→ RECORDS FOR PROCESSING:

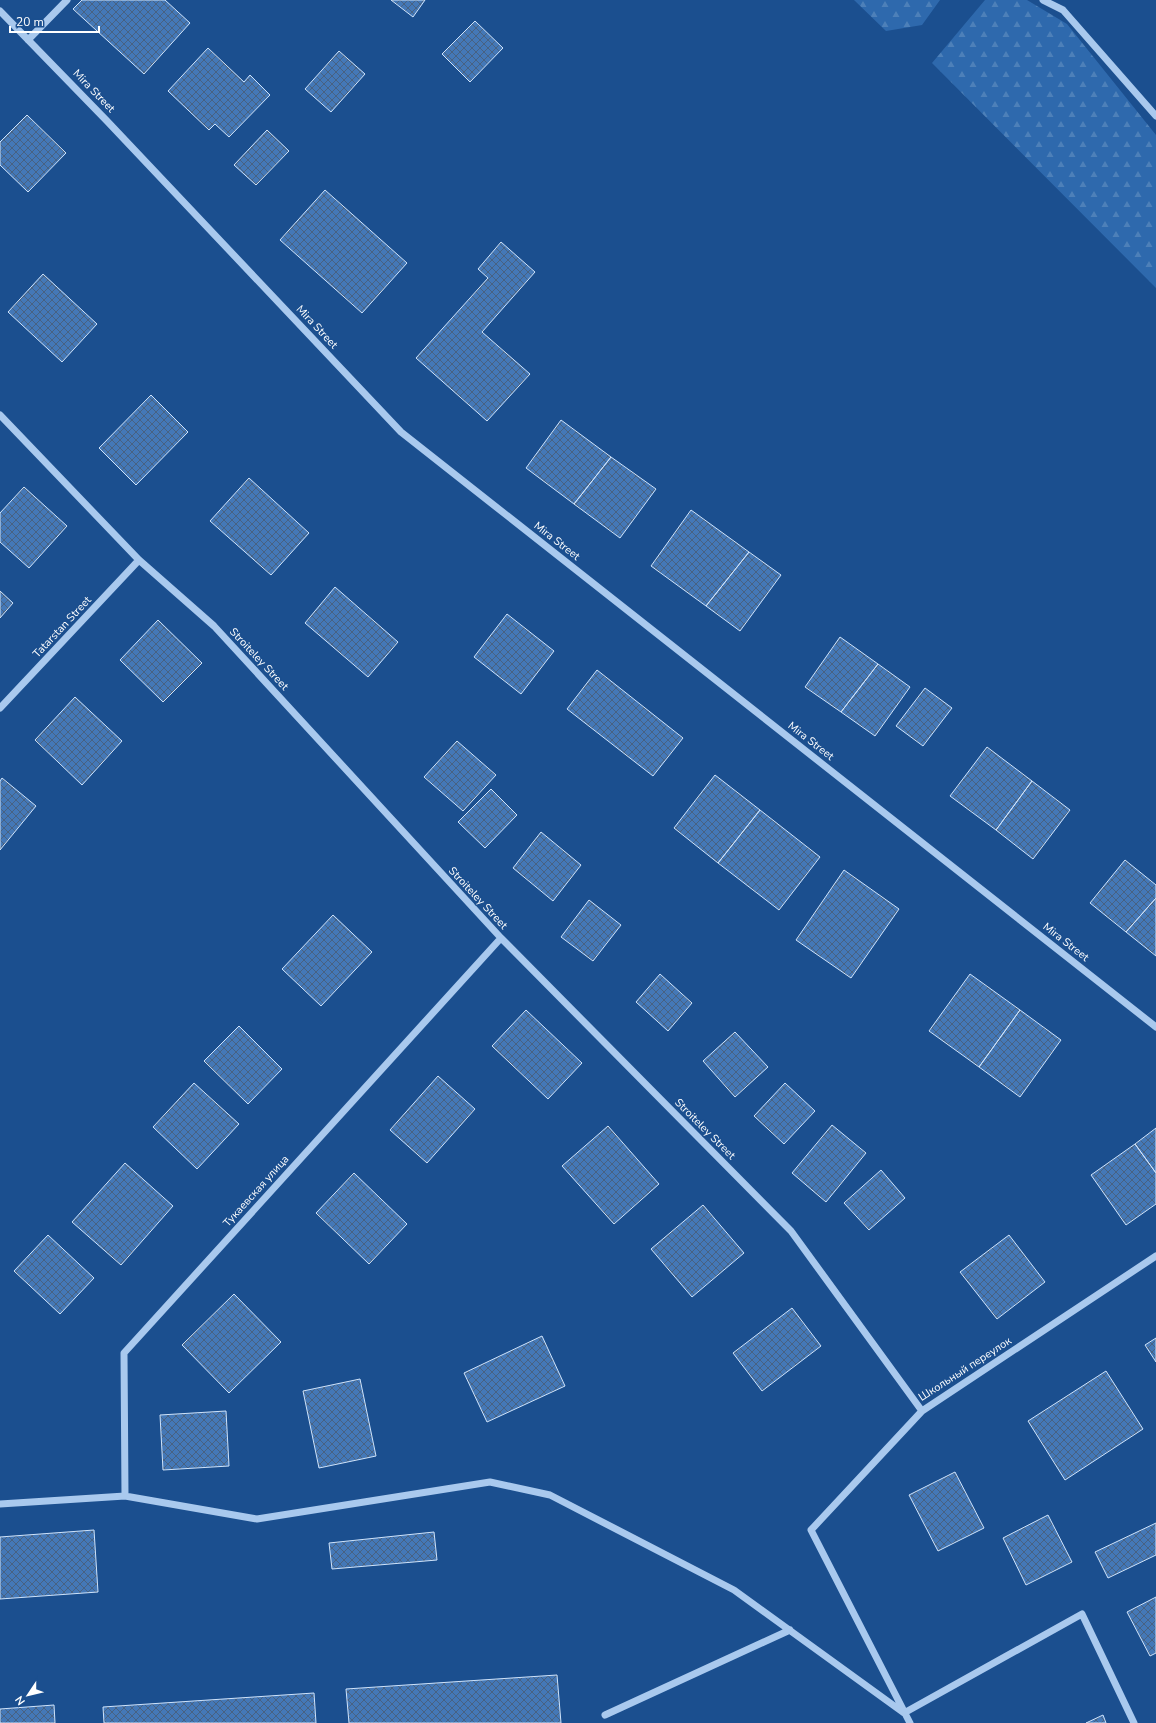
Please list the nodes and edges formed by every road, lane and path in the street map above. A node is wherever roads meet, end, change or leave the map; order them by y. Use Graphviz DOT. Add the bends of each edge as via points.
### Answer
graph roads {
  1 [pos="66,0"];
  2 [pos="1043,0"];
  3 [pos="0,11"];
  4 [pos="28,40"];
  5 [pos="1156,116"];
  6 [pos="0,415"];
  7 [pos="139,560"];
  8 [pos="0,708"];
  9 [pos="501,938"];
  10 [pos="1156,1027"];
  11 [pos="1156,1256"];
  12 [pos="922,1411"];
  13 [pos="125,1496"];
  14 [pos="0,1504"];
  15 [pos="790,1630"];
  16 [pos="904,1713"];
  17 [pos="605,1715"];
  18 [pos="910,1723"];
  19 [pos="1134,1723"];
  1 -- 4 [label="street"];
  2 -- 5 [label="street" via="1063,10"];
  3 -- 4 [label="street, Mira Street"];
  4 -- 10 [label="street, Mira Street" via="401,432"];
  6 -- 7 [label="street, Stroiteley Street"];
  7 -- 8 [label="street, Tatarstan Street"];
  7 -- 9 [label="street, Stroiteley Street" via="214,626"];
  9 -- 12 [label="street, Stroiteley Street" via="791,1231"];
  9 -- 13 [label="street, Тукаевская улица" via="124,1352"];
  11 -- 12 [label="street, Школьный переулок"];
  12 -- 16 [label="street, Школьный переулок" via="811,1530"];
  13 -- 14 [label="street"];
  13 -- 15 [label="street" via="256,1519 490,1482 550,1495 734,1590"];
  15 -- 16 [label="street"];
  15 -- 17 [label="street"];
  16 -- 18 [label="street"];
  16 -- 19 [label="street" via="1082,1614"];
}
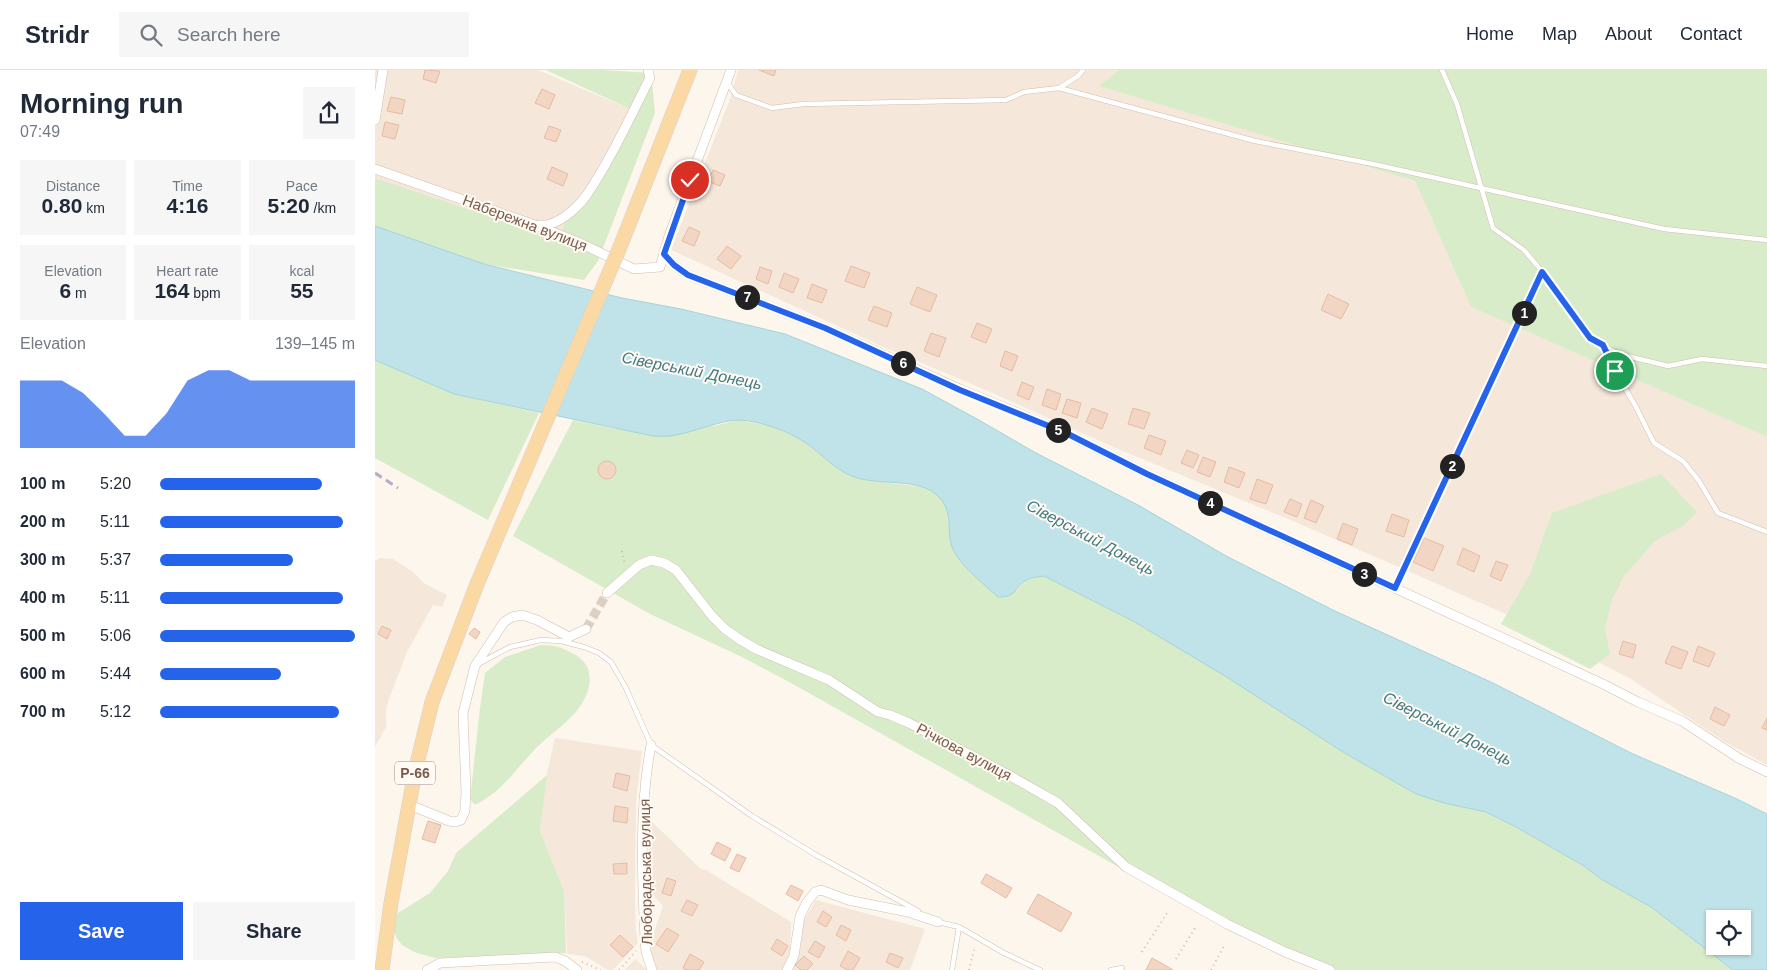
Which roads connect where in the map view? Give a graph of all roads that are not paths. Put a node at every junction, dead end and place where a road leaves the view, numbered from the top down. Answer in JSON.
{"nodes":[{"id":1,"x":383,"y":70,"type":"edge"},
{"id":2,"x":648,"y":70,"type":"edge"},
{"id":3,"x":690,"y":70,"type":"edge"},
{"id":4,"x":731,"y":70,"type":"edge"},
{"id":5,"x":1083,"y":70,"type":"edge"},
{"id":6,"x":1443,"y":70,"type":"edge"},
{"id":7,"x":727,"y":82,"type":"junction"},
{"id":8,"x":1059,"y":88,"type":"junction"},
{"id":9,"x":375,"y":120,"type":"edge"},
{"id":10,"x":375,"y":169,"type":"edge"},
{"id":11,"x":1480,"y":188,"type":"junction"},
{"id":12,"x":532,"y":224,"type":"junction"},
{"id":13,"x":1767,"y":240,"type":"edge"},
{"id":14,"x":664,"y":254,"type":"junction"},
{"id":15,"x":1542,"y":272,"type":"junction"},
{"id":16,"x":1603,"y":345,"type":"junction"},
{"id":17,"x":1767,"y":366,"type":"edge"},
{"id":18,"x":1767,"y":532,"type":"edge"},
{"id":19,"x":1395,"y":588,"type":"junction"},
{"id":20,"x":607,"y":593,"type":"tunnel mouth"},
{"id":21,"x":586,"y":629,"type":"dead end"},
{"id":22,"x":475,"y":666,"type":"junction"},
{"id":23,"x":651,"y":745,"type":"junction"},
{"id":24,"x":1767,"y":772,"type":"edge"},
{"id":25,"x":410,"y":805,"type":"junction"},
{"id":26,"x":938,"y":922,"type":"junction"},
{"id":27,"x":959,"y":927,"type":"junction"},
{"id":28,"x":1122,"y":968,"type":"dead end"},
{"id":29,"x":382,"y":970,"type":"edge"},
{"id":30,"x":427,"y":970,"type":"edge"},
{"id":31,"x":577,"y":970,"type":"edge"},
{"id":32,"x":652,"y":970,"type":"edge"},
{"id":33,"x":787,"y":970,"type":"edge"},
{"id":34,"x":952,"y":970,"type":"edge"},
{"id":35,"x":1040,"y":970,"type":"edge"},
{"id":36,"x":1111,"y":970,"type":"edge"},
{"id":37,"x":1330,"y":970,"type":"edge"}],
"edges":[{"from":1,"to":9,"type":"street"},
{"from":2,"to":12,"type":"street"},
{"from":3,"to":25,"type":"main road","number":"Р-66","bridge":true},
{"from":4,"to":7,"type":"street"},
{"from":5,"to":8,"type":"lane"},
{"from":6,"to":11,"type":"lane"},
{"from":7,"to":8,"type":"lane"},
{"from":7,"to":14,"type":"street"},
{"from":8,"to":11,"type":"lane"},
{"from":10,"to":12,"type":"street","name":"Набережна вулиця"},
{"from":11,"to":13,"type":"lane"},
{"from":11,"to":15,"type":"lane"},
{"from":12,"to":14,"type":"street","name":"Набережна вулиця"},
{"from":14,"to":19,"type":"street"},
{"from":15,"to":16,"type":"lane"},
{"from":15,"to":19,"type":"lane"},
{"from":16,"to":17,"type":"lane"},
{"from":16,"to":18,"type":"lane"},
{"from":19,"to":24,"type":"street"},
{"from":20,"to":37,"type":"street","name":"Річкова вулиця"},
{"from":21,"to":22,"type":"street"},
{"from":22,"to":23,"type":"lane"},
{"from":22,"to":25,"type":"street"},
{"from":23,"to":26,"type":"lane"},
{"from":23,"to":32,"type":"street","name":"Люборадська вулиця"},
{"from":25,"to":29,"type":"main road","number":"Р-66"},
{"from":26,"to":27,"type":"lane"},
{"from":26,"to":33,"type":"street"},
{"from":27,"to":34,"type":"lane"},
{"from":27,"to":35,"type":"lane"},
{"from":28,"to":36,"type":"lane"},
{"from":30,"to":31,"type":"street"}]}
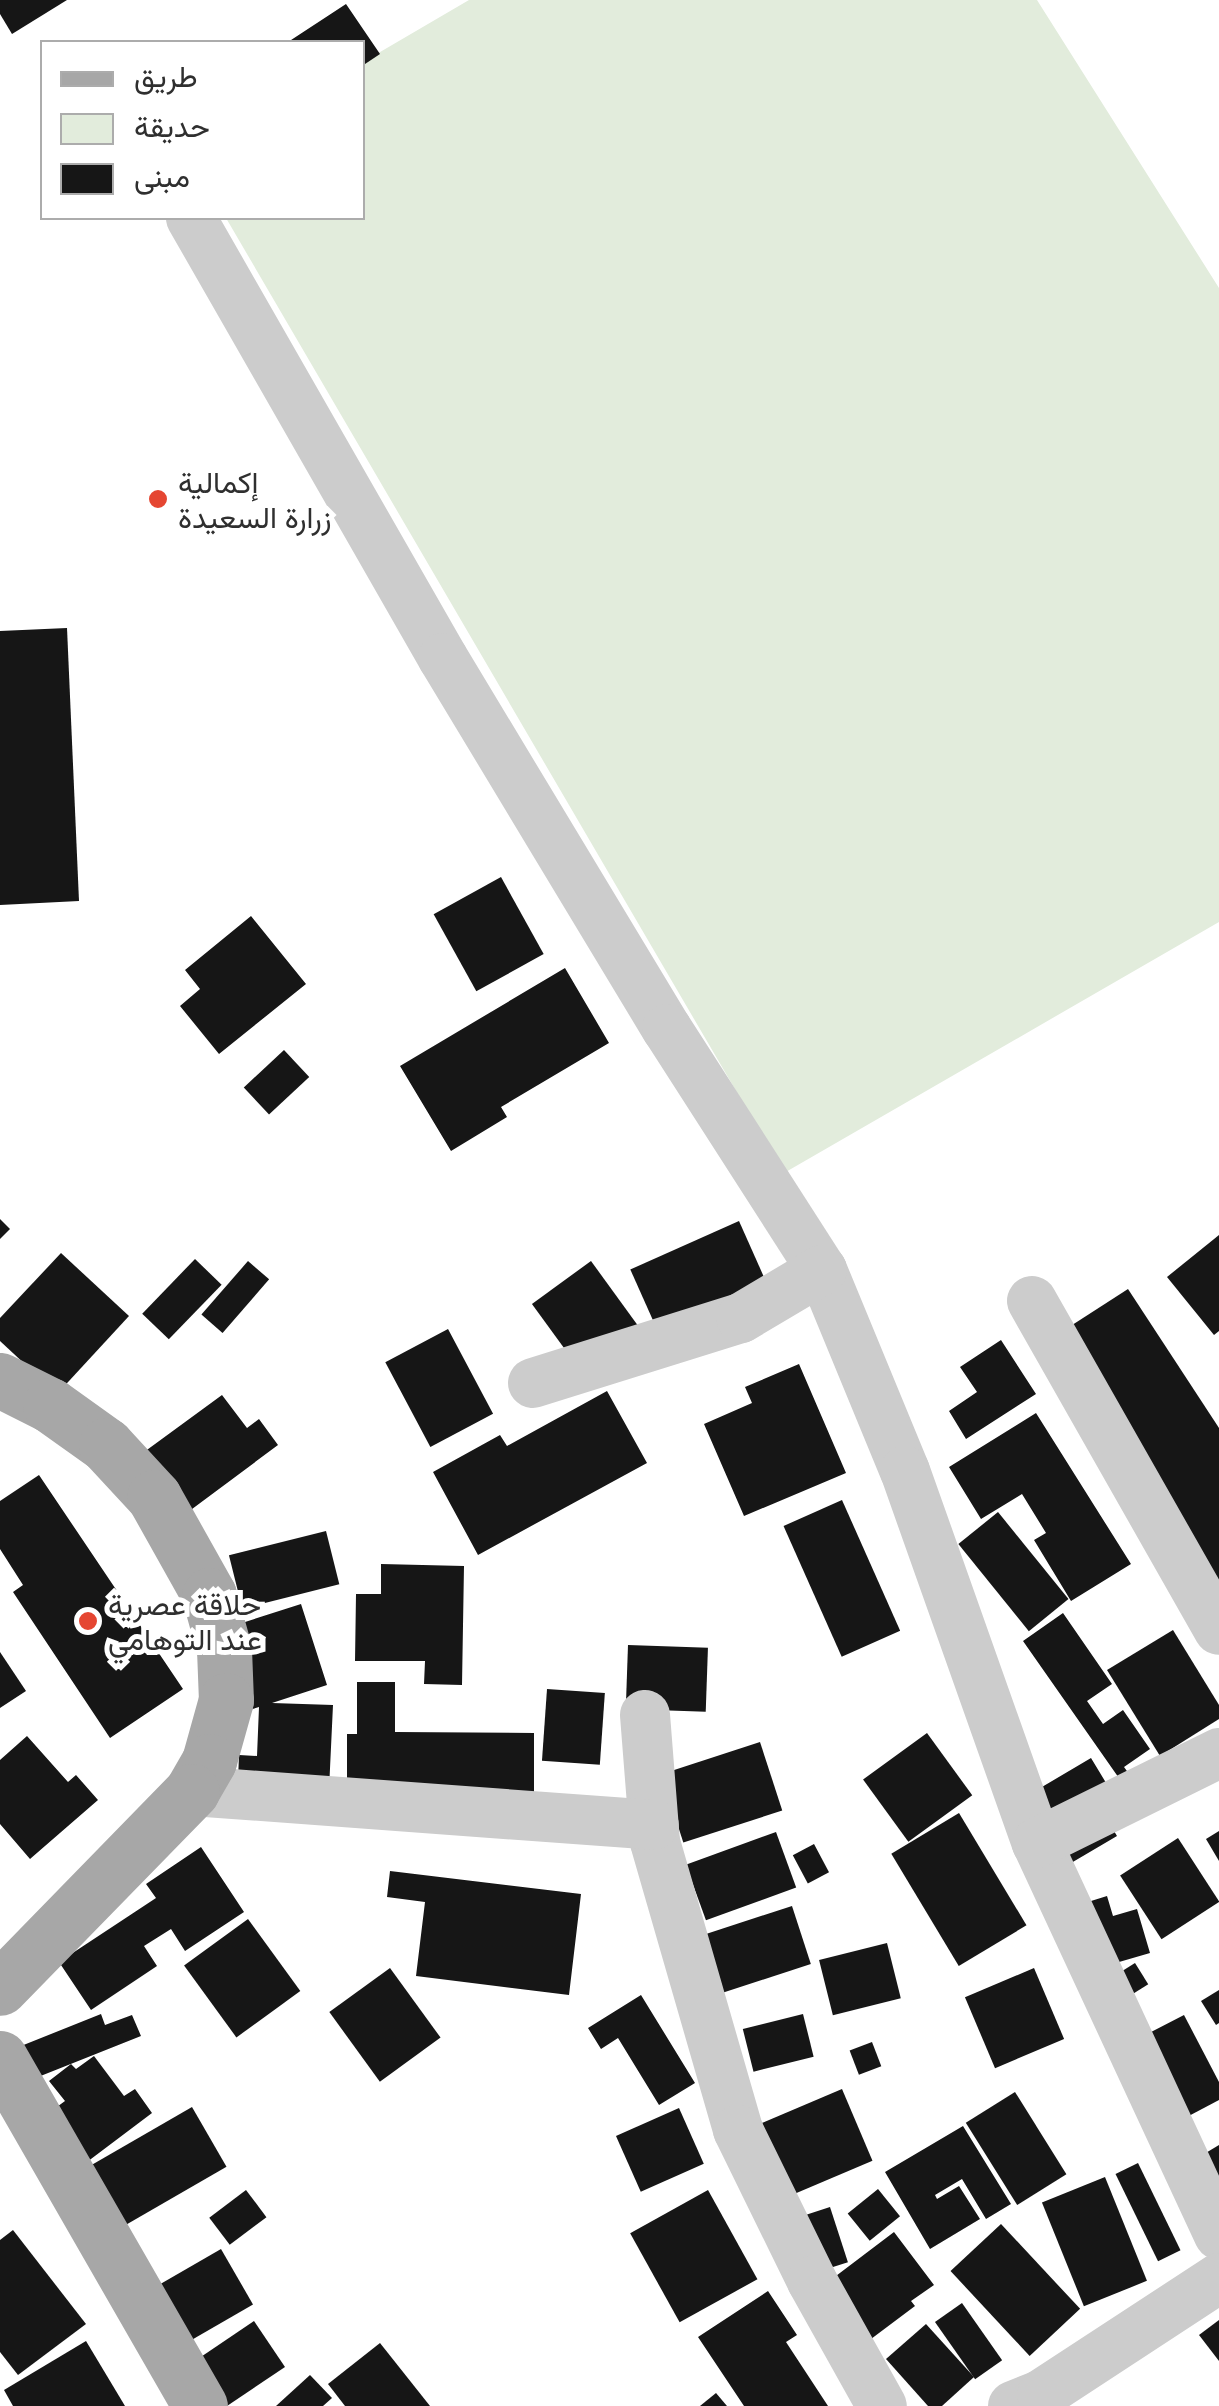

→ PROBLEM STATEMENT: Where the material contains a line with "main", return that line.

→ SOLUTION FOR THIS EXERCISE:
{"from":3,"to":25,"type":"main road","number":"Р-66","bridge":true},
{"from":25,"to":29,"type":"main road","number":"Р-66"},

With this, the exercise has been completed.